Winner of Best Comedy Feature and the Best Feature Actor prizes at Atlantic City's Downbeach Film Festival, co-writer/director Joseph Pepitone's The Jersey Devil is is a low-budget devil of a good time starring Jack Mulcahy as Lucifer, whose time as the not quite almighty is up as he's being forced to turn over the reins of hell to Burnett (Keith Collins). Burnett is an ambitious dark lord of sorts who immediately plans to shake hell up by moving it to, you guessed it, New Jersey. With his "devil's advocate" Richard (Edvin Ortega) by his side along with Richard's maybe/maybe not ex-girlfriend Tori (Penelope Lagos), Burnett sets out to massively increase soul recruitment by giving the people they want.
With the ultimate vision of taking on the Lord (Chris Mulkey), Burnett's big plans start to roll out while Lucifer, not exactly pleased that everything he's put into place over the years, is aided by trusted confidantes Judas Iscariot (Stephen Fontana) and Eve (Rosie Gunther) in coming up with a plan to reclaim hell and sabotage Burnett's efforts.
If you're the ultra-sensitive type about your religious humor, you might want to avoid The Jersey Devil, a spirited and fun comedy that doesn't hesitate to make fun of everyone involved. At times, it almost feels like a dash of Sandler, a bigger dash of Kevin Smith and a big ole' whopping dose of Joseph Pepitone.
The Jersey Devil benefits greatly from its ensemble cast and the nicely paced comedy wrapped around a weaving together of zippy one-liners and chemistry-building set-ups from the Pepitones. While you can tell the film's a low-budget indie, especially in its sound mix with occasional echoes, Pepitone and his cast and crew more than make up for the technical challenges of low-budget filmmaking by filling the film with an abundance of laughs and characters we actually care about.

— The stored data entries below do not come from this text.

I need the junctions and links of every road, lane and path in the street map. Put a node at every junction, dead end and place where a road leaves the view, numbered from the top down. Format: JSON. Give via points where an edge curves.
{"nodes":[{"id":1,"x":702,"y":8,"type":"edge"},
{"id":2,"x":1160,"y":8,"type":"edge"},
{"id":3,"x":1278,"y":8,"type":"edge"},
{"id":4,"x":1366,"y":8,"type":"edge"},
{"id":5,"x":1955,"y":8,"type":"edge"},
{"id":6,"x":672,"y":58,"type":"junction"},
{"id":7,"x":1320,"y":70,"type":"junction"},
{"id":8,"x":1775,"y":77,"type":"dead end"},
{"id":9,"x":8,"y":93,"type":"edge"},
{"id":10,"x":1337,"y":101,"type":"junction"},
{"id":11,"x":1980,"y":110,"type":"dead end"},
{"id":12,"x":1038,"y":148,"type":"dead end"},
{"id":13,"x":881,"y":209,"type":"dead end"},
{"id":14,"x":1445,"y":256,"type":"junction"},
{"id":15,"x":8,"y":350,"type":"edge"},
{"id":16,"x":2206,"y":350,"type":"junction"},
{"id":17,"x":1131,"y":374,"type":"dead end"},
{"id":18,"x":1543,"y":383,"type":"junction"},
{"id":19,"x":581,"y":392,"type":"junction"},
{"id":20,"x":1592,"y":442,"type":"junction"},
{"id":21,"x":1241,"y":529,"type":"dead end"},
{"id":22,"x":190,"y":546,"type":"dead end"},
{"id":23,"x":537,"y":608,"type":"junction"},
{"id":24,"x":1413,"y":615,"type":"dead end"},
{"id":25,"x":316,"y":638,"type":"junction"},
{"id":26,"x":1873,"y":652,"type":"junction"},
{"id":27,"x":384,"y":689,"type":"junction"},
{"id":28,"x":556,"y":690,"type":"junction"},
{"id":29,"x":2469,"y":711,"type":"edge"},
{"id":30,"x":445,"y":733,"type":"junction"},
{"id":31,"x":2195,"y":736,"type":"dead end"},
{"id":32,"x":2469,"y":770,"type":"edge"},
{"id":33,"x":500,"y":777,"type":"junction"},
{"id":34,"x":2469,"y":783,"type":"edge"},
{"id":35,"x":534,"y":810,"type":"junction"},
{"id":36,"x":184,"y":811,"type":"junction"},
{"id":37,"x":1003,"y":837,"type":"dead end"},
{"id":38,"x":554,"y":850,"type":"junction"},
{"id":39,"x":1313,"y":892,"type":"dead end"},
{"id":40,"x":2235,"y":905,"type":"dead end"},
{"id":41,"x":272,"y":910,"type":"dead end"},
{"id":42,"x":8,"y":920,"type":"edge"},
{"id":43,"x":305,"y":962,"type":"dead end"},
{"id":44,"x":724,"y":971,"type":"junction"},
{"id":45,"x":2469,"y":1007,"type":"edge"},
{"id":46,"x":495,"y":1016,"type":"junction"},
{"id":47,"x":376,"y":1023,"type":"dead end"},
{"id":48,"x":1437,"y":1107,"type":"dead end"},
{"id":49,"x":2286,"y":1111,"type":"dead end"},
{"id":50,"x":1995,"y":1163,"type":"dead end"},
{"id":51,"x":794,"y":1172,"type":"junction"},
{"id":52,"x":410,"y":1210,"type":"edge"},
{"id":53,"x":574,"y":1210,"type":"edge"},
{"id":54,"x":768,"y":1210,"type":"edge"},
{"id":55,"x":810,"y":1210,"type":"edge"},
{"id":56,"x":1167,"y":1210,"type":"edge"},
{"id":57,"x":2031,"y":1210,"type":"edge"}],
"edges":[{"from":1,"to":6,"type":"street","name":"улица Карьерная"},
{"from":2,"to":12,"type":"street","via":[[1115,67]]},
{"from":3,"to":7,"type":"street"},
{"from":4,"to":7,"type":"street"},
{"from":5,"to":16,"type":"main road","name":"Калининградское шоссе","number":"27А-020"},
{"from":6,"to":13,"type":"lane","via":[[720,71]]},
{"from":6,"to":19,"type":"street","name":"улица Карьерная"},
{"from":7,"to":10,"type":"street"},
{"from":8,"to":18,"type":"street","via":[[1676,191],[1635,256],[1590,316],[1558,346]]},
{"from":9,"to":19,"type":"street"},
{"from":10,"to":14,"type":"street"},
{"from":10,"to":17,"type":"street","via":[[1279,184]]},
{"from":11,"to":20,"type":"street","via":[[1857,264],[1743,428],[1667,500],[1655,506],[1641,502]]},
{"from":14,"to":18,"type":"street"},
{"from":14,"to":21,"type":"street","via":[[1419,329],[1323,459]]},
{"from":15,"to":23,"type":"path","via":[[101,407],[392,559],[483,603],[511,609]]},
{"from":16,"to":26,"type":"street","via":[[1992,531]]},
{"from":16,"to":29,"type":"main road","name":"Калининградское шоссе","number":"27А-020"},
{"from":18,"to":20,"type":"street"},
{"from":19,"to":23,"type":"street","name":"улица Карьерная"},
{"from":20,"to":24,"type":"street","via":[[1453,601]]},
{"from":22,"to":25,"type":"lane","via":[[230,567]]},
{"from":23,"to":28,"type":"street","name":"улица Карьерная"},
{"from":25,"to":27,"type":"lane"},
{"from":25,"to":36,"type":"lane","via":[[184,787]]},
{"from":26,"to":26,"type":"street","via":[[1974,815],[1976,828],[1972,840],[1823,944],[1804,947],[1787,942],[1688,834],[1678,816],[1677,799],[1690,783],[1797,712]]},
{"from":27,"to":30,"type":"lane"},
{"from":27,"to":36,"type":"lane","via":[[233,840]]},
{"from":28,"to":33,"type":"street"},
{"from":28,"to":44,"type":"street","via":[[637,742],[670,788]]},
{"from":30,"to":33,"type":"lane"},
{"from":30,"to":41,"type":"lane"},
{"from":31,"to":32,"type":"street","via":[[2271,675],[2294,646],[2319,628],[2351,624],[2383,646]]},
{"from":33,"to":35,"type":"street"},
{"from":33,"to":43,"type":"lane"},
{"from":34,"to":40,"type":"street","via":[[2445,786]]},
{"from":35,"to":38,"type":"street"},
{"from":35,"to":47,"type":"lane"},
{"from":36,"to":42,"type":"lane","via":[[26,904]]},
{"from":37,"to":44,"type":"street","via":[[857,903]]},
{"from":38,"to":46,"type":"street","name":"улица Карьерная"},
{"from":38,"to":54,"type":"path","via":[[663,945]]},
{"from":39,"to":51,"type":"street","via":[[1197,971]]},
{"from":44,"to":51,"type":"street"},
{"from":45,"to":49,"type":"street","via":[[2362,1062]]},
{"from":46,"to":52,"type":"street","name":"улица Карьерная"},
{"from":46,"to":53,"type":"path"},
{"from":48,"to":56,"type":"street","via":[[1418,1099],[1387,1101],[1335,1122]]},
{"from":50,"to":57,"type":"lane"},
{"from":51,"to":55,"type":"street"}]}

Although, I'm not sure I'm supposed to care about characters in hell.
The award-winning Jack Mulcahy is, indeed, terrific as Lucifer while Keith Collins is appropriately smarmy as an evil young whippersnapper with bigger and badder plans. Penelope Lagos, who kept reminding me of Mila Kunis, adds just the perfect touch of heart as Tori, a stripper whose not a hooker. Stephen Fontana's facial expressions are a comedy act unto themselves, while Rosie Gunther and Edvin Ortega round out the major players in fine fashion.
The film's original music by Zazu Pitts is absolutely terrific and D.P. Cory Green accomplishes wonders despite the challenge of working with a limited budget.
The Jersey Devil may sound familiar, but one of the joys of working in the indie world is that you can take things a bit further and make it all a bit edgier. Joseph Pepitone doesn't hesitate to do so here, though he does it in a way that complements the story rather than dominates it. A little dark and a whole lot of fun, The Jersey Devil will make you laugh though there may very well be hell to pay later.